Sure didn't seem that way to me; I was level 4 and he utterly destroyed me before I could take a third action.
You are not aware of Conversation Battles. Have you ever done the Dog Days quest? Did you try to do it without fighting Hethia, and without getting Sanders to complete the quest for you? That, of course, is done by listening to Garret say that she's down by the banks between 16:00 and 20:00, heading there, and selecting the Parlay option. If you did, then you can engage in a basic convo battle. It's extremely simple and easy, considering that it's literally impossible to fail unless you repeatedly select wrong answers that you already selected another time, but it serves its purpose as a convo battle. You talk, you need to select the right answers, if you don't, you take resolve damage and need to go through that bit of dialogue again.
I have done this experience, yes. I beat her in combat first, but have done it with and without Sanders' help as well. I see a similarity in concept between the two, but in execution they seem different. But admittedly, I've only dealt with Tahldas once, because of the impossibility of saving immediately before that encounter.
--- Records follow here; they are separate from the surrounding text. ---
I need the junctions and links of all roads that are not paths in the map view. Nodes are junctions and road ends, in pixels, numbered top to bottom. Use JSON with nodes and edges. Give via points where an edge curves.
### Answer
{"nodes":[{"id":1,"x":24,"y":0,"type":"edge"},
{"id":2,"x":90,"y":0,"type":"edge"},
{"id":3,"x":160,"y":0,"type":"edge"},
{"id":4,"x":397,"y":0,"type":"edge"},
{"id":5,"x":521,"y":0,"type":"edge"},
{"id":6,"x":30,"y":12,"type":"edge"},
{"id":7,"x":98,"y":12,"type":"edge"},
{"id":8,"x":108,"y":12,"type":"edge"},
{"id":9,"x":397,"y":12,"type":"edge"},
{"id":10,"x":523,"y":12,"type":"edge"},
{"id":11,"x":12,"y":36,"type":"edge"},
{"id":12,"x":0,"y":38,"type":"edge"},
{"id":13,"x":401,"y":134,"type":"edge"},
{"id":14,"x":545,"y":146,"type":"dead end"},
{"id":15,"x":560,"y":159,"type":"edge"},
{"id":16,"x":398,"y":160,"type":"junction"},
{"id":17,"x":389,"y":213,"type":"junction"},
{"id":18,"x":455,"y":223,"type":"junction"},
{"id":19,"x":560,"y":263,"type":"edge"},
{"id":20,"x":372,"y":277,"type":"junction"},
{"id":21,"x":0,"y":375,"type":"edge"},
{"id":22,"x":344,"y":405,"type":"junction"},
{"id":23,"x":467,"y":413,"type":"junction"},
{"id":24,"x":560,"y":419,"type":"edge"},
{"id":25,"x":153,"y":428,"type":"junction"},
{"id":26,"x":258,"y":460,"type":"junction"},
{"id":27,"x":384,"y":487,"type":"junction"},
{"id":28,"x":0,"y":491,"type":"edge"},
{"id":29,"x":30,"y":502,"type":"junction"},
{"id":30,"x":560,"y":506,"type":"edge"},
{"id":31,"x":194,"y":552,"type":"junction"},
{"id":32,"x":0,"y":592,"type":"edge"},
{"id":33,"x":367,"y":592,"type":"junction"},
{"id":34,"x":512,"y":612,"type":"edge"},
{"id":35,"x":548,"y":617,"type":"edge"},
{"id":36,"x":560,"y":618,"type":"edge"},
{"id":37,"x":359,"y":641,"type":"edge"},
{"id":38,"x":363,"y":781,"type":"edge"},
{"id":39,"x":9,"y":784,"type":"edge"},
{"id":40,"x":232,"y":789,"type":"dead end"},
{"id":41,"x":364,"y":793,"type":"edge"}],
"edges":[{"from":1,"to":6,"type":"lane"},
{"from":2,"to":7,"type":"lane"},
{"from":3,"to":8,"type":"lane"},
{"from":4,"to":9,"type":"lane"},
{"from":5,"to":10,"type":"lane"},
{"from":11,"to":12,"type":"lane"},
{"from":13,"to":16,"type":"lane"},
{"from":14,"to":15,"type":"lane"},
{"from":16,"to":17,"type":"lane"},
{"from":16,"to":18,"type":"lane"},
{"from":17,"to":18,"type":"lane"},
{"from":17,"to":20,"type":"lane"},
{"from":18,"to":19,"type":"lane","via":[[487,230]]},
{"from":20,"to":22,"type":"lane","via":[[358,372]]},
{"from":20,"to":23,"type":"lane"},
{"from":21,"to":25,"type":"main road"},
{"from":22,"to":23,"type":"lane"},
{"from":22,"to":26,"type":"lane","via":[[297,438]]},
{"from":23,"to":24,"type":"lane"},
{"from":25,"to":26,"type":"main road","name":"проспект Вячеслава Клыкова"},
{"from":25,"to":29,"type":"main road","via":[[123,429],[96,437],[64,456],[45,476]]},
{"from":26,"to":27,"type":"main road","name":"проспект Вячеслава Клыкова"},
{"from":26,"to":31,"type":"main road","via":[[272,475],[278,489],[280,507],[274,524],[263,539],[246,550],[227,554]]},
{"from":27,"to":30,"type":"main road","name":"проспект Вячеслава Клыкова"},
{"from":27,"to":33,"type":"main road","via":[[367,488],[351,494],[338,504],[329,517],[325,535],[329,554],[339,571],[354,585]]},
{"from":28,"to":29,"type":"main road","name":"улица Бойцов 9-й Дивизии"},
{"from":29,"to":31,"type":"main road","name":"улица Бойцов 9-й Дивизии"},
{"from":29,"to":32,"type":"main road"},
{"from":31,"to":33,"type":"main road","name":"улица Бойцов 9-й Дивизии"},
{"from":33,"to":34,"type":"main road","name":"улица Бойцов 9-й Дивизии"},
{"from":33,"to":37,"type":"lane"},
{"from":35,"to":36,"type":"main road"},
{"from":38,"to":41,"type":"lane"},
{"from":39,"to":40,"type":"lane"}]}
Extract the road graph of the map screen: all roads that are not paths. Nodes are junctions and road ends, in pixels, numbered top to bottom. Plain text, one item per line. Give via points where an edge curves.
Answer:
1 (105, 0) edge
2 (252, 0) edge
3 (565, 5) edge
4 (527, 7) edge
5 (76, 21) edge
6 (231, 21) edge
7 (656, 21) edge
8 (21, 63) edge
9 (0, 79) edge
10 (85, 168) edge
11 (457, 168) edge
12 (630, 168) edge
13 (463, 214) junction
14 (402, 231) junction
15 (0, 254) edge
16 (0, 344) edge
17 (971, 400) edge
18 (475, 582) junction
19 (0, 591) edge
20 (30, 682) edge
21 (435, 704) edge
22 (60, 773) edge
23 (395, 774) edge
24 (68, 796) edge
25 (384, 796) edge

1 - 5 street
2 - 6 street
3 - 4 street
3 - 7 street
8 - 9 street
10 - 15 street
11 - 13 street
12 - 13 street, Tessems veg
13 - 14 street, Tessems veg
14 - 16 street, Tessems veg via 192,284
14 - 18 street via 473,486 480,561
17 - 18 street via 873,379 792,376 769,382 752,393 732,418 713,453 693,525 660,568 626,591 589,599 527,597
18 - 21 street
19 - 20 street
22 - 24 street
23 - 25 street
Dark Souls isn't a perfect game, but it's also one of the most well-known and well-liked examples of this design that I can think of. Not to go too in-depth, but basically, the boss fights are about learning how to counter the boss, both in learning its moveset and how to dodge and in gaining knowledge of its weaknesses (both in terms of damage types, weak spots, and the openings during its moves). Of course, it's a live-action 3d game with a different design philosophy from CoC2, but my point is simply that to call it bad game design as a blanket statement is incorrect.
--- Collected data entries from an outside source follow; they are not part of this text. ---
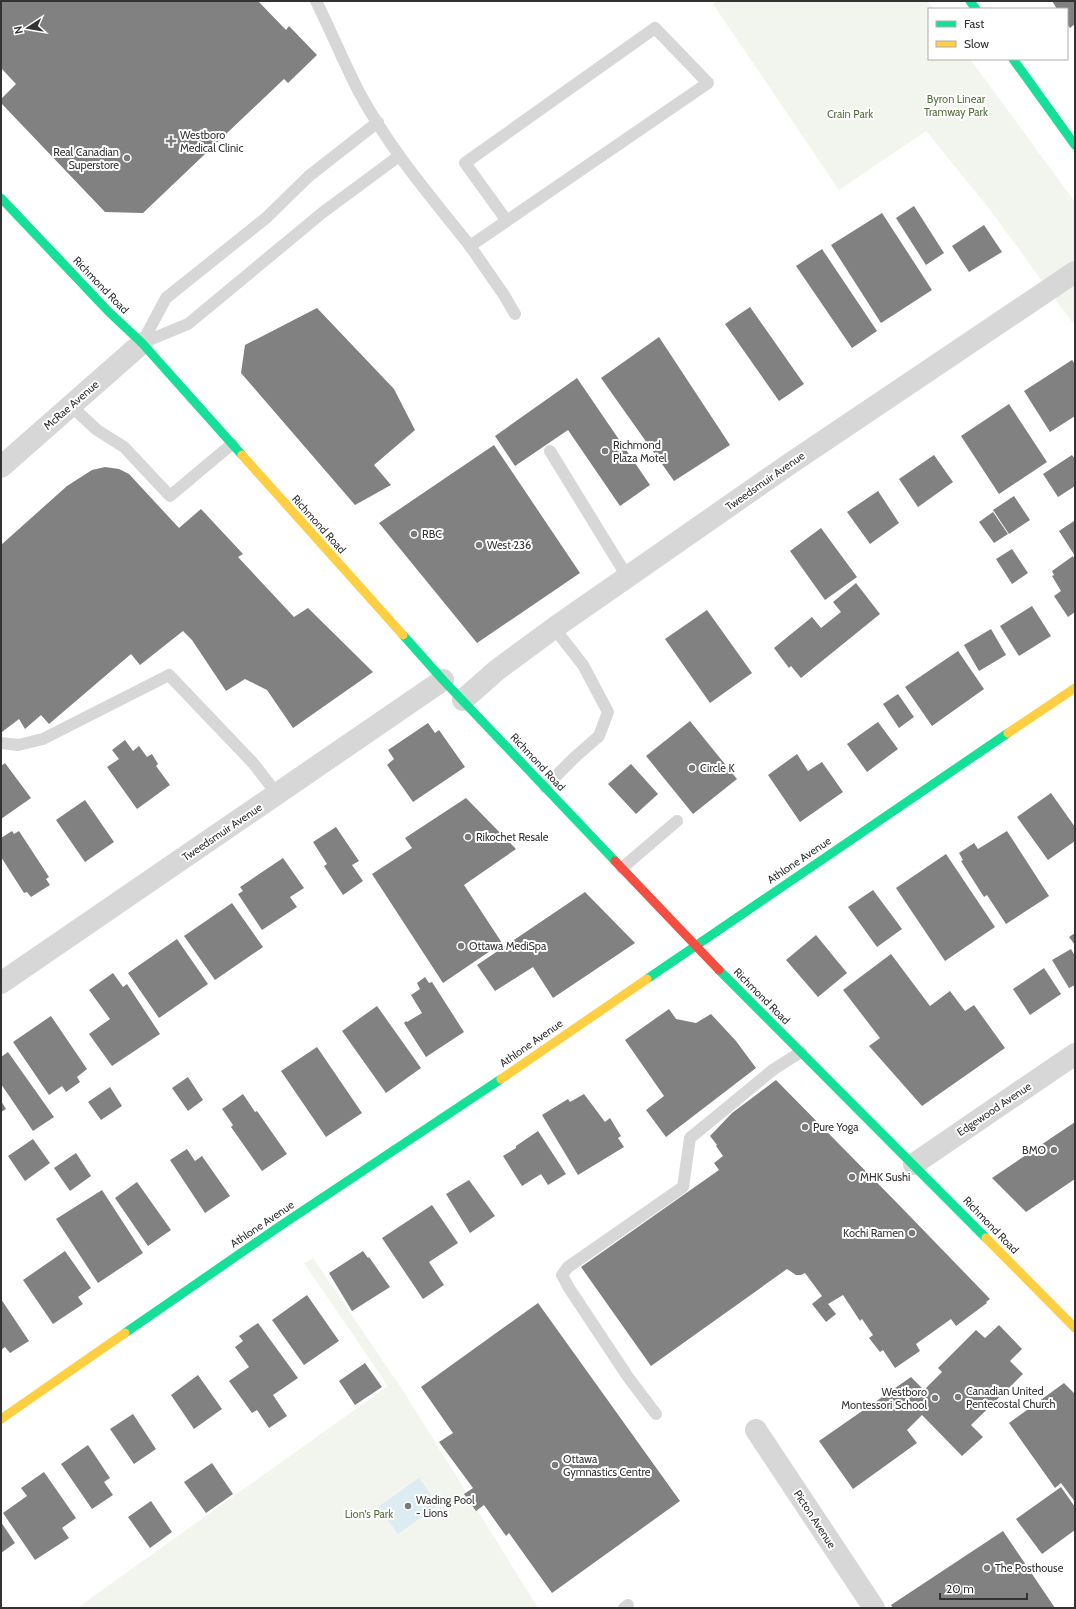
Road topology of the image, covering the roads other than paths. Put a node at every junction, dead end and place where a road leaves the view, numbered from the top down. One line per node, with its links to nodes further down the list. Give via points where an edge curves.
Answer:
1 (316, 1): 3 (lane, via 359,92)
2 (1014, 60): 4 (main road)
3 (378, 122): 5 (lane); 11 (lane, via 309,176 266,218 166,298)
4 (1075, 145)
5 (399, 156): 8 (lane); 11 (lane, via 322,213 188,324)
6 (1, 198): 11 (main road, Richmond Road, via 109,312)
7 (507, 221): 7 (lane, via 649,123 708,83 655,28 466,163); 8 (lane)
8 (470, 246): 10 (lane)
9 (1075, 272): 16 (street, Tweedsmuir Avenue, via 788,465)
10 (515, 314)
11 (142, 343): 12 (street, McRae Avenue); 13 (main road, Richmond Road)
12 (71, 406): 13 (lane, via 97,430 124,447 170,496); 15 (street, McRae Avenue)
13 (232, 444): 18 (main road, Richmond Road)
14 (550, 451): 16 (lane)
15 (1, 467)
16 (628, 578): 17 (street, Tweedsmuir Avenue)
17 (554, 628): 20 (street, Tweedsmuir Avenue, via 497,670); 22 (lane, via 583,665 608,712 599,736)
18 (443, 680): 20 (main road, Richmond Road); 23 (street, Tweedsmuir Avenue)
19 (1075, 688): 26 (main road, Athlone Avenue)
20 (463, 700): 22 (main road, Richmond Road)
21 (1, 743): 23 (lane, via 18,745 43,739 169,675 252,763)
22 (545, 787): 25 (main road, Richmond Road)
23 (277, 794): 27 (street, Tweedsmuir Avenue)
24 (677, 821): 25 (lane)
25 (622, 868): 26 (main road, Richmond Road)
26 (695, 946): 28 (main road, Richmond Road); 33 (main road, Athlone Avenue, via 280,1226)
27 (1, 983)
28 (802, 1052): 30 (main road, Richmond Road); 32 (lane, via 774,1069 690,1138 683,1187 568,1267 562,1275 628,1377)
29 (1075, 1054): 30 (street, Edgewood Avenue)
30 (914, 1164): 31 (main road, Richmond Road)
31 (1075, 1328)
32 (656, 1414)
33 (1, 1419)
34 (756, 1430): 35 (street, Picton Avenue)
35 (874, 1608)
As mentioned, I'm not too familiar with that game, but if that's the intention of how it is to be played, then it should give you many opportunities to learn information about a combat before you encounter it. And I mean learning through the actual game, not learning by abusing save states. You should be able to do things like training fights against more manageable opponents who use the same fighting style, so that you can practice how to dodge those moves, without having to die because you failed. Of course, this approach feels very much like it's founded on how combat actually occurs in real life, and my personal preference is very much more for the escapist approach. Off the top of my head, my favorite game in terms of the combat system is probably Final Fantasy V, which is very thoroughly not realistic in terms of how it works, and I don't wish it was more so. Fun gameplay trumps some attempt at immersion and verisimilitude to my way of thinking, although I respect an opinion to the contrary.
I don't believe most players use consumables
Nor should they, given that only the Champion can do so, and it takes his entire action to do it. Pure suicide in any sort of difficult combat, unless you're in a playstyle where the champ doesn't really do anything and is just support for the other two. Probably not a coincidence that my Charmer has had the easiest time going through the game, and my Warrior the hardest.
if the foe is susceptible to tease you can use that rather than wade through the health pool.
The tease damage system is not really well balanced with regular damage IMO; almost all other powers do exclusively health damage, with Quint and Atugia being basically the only exceptions. Since I'm not running both of those plus a Charmer (a combo that would be suicidal against fights that can't be won that way), Tease is usually not going to be worthwhile, and that's particularly true in this scenario, since you have Ahmri along and she only does physical attacks, so her input is completely wasted if you're trying to attack Resolve. IMO the game should maybe rebalance around having nearly all attacks damage both Health and Resolve; there's already precedent for Resolve damage representing things like fear or insanity as well as sexual temptation, so ideally even an attack like Cleave or Thunder Strike might demoralize foes as well as injuring them.